Data transfer takes place whenever one side is interested and the other side is not choking. Interest state must be kept up to date at all times - whenever a downloader doesn't have something they currently would ask a peer for in unchoked, they must express
lack of interest, despite being choked. Implementing this properly is tricky, but makes it possible for downloaders to know which peers will start downloading immediately if unchoked.

Connections start out choked and not interested.

When data is being transferred, downloaders should keep several piece requests queued up at once in order to get good TCP performance (this is called 'pipelining'.) On the other side, requests which can't be written out to the TCP buffer immediately should
be queued up in memory rather than kept in an application-level network buffer, so they can all be thrown out when a choke happens.

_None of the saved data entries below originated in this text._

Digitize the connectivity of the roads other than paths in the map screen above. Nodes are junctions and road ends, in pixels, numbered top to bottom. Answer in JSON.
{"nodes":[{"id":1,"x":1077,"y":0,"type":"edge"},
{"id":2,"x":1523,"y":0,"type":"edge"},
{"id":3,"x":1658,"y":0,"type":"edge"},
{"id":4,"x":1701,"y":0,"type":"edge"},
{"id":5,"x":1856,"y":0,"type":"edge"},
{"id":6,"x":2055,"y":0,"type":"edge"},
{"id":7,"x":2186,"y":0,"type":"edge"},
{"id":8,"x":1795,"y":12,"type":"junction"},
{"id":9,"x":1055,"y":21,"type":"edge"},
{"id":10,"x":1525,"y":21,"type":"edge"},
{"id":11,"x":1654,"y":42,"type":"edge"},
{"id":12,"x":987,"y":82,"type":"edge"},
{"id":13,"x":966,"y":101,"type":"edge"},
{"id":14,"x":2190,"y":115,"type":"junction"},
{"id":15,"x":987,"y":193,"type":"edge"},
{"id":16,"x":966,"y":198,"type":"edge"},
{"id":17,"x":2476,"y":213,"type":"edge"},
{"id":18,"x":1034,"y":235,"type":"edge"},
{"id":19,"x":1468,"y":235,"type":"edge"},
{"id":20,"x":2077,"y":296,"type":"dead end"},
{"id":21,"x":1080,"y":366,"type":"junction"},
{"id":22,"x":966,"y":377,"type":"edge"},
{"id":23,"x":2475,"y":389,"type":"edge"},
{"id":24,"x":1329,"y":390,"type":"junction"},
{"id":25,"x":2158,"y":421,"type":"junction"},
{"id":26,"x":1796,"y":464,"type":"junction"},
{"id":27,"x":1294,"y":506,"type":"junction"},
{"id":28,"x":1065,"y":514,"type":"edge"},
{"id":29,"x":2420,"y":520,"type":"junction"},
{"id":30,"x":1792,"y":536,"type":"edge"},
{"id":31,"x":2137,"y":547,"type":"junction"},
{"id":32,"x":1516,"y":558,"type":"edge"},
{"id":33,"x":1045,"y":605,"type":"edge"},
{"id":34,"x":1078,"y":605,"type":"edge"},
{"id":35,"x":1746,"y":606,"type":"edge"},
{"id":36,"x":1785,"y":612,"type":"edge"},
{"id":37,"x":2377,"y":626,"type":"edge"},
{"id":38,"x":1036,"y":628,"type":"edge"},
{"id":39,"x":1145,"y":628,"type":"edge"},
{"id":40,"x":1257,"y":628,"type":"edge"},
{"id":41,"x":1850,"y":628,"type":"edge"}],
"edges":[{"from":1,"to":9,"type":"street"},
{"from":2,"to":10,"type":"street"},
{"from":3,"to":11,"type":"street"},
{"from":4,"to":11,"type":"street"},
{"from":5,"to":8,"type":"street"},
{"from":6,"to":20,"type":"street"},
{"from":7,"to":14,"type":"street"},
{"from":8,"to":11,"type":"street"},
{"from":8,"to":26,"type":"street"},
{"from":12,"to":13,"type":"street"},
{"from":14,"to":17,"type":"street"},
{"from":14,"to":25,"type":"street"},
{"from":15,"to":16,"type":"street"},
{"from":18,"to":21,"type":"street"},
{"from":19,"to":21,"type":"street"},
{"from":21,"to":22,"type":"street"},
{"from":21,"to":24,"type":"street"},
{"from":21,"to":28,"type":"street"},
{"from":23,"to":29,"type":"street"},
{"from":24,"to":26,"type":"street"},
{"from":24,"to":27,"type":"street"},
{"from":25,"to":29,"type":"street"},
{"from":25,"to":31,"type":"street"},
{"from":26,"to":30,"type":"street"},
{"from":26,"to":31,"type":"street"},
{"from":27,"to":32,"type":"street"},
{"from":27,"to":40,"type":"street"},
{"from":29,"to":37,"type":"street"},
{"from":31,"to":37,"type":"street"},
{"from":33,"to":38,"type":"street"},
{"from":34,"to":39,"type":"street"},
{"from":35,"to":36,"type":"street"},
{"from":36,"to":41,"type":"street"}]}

The peer wire protocol consists of a handshake followed by a never-ending stream of length-prefixed messages. The handshake starts with character ninteen (decimal) followed by the string 'BitTorrent protocol'. The leading character is a length prefix, put
there in the hope that other new protocols may do the same and thus be trivially distinguishable from each other.

All later integers sent in the protocol are encoded as four bytes big-endian.

After the fixed headers come eight reserved bytes, which are all zero in all current implementations. If you wish to extend the protocol using these bytes, please coordinate with Bram Cohen to make sure all extensions are done compatibly.

Next comes the 20 byte sha1 hash of the bencoded form of the info value from the metainfo file. (This is the same value which is announced as info_hash to the tracker, only here it's raw instead of quoted here). If both
sides don't send the same value, they sever the connection. The one possible exception is if a downloader wants to do multiple downloads over a single port, they may wait for incoming connections to give a download hash first, and respond with the same one
if it's in their list.

After the download hash comes the 20-byte peer id which is reported in tracker requests and contained in peer lists in tracker responses. If the receiving side's peer id doesn't match the one the initiating side expects, it severs the connection.

That's it for handshaking, next comes an alternating stream of length prefixes and messages. Messages of length zero are keepalives, and ignored. Keepalives are generally sent once every two minutes, but note that timeouts can be done much more quickly when
data is expected.

All non-keepalive messages start with a single byte which gives their type.

The possible values are:

0 - choke
1 - unchoke
2 - interested
3 - not interested
4 - have
5 - bitfield
6 - request
7 - piece
8 - cancel

'choke', 'unchoke', 'interested', and 'not interested' have no payload.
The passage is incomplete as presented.